▸ What you have to do
Restate, word for word, each entry that follows, but skip its pictures.

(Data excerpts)
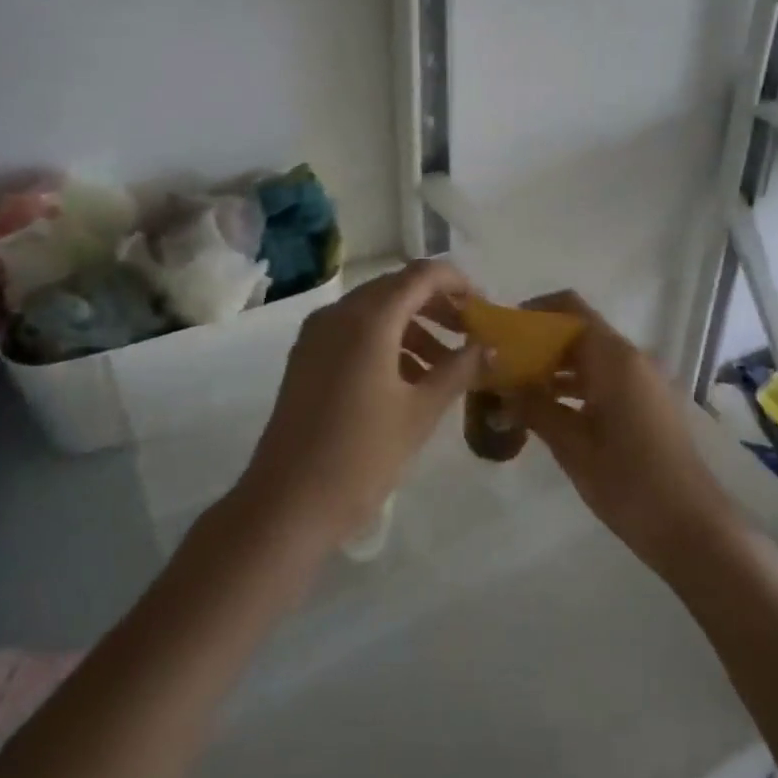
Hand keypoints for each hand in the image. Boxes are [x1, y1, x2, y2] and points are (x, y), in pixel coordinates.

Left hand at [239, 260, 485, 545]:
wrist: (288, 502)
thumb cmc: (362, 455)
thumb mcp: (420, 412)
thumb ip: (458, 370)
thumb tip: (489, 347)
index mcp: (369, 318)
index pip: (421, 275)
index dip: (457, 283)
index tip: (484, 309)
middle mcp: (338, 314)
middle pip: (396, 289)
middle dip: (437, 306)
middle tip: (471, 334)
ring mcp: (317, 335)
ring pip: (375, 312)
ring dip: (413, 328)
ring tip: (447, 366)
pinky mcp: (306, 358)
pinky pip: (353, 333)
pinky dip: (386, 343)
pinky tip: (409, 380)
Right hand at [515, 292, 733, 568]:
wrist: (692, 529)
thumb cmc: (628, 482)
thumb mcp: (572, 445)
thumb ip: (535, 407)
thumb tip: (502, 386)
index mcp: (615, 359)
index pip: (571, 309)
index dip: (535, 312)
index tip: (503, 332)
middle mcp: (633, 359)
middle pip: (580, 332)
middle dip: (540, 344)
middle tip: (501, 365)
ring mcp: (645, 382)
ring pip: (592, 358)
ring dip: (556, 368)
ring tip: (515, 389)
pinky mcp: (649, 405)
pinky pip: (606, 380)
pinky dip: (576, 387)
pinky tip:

▸ Expected answer
Hand keypoints for each hand in the image. Boxes are [x1, y1, x2, y2] and points are (x, y), in pixel coordinates.

Left hand at [239, 260, 485, 545]:
wrist: (288, 502)
thumb cmc: (362, 455)
thumb mcp: (420, 412)
thumb ip: (458, 370)
thumb tip: (489, 347)
index mcp: (369, 318)
index pip: (421, 275)
index dip: (457, 283)
index tip: (484, 309)
middle mcp: (338, 314)
middle pip: (396, 289)
middle dip: (437, 306)
middle tip: (471, 334)
ring mcp: (317, 335)
ring pip: (375, 312)
ring dip: (413, 328)
ring tip: (447, 366)
pinky mcp: (306, 358)
pinky pip: (353, 333)
pinky dip: (386, 343)
pinky tip: (409, 380)
Right hand at [515, 292, 733, 568]:
wrist: (692, 529)
thumb cmc: (628, 482)
thumb mcp: (572, 445)
thumb ip: (535, 407)
thumb tip: (502, 386)
index mcp: (615, 359)
index pip: (571, 309)
index dip: (535, 312)
index tip: (503, 332)
middle mcp: (633, 359)
middle pip: (580, 332)
middle dip: (540, 344)
middle tip: (501, 365)
ring mcp: (645, 382)
ring pip: (592, 358)
ring dip: (556, 368)
ring tip: (515, 389)
pinky mcp: (649, 405)
pinky pip: (606, 380)
pinky dip: (576, 387)
pinky tip:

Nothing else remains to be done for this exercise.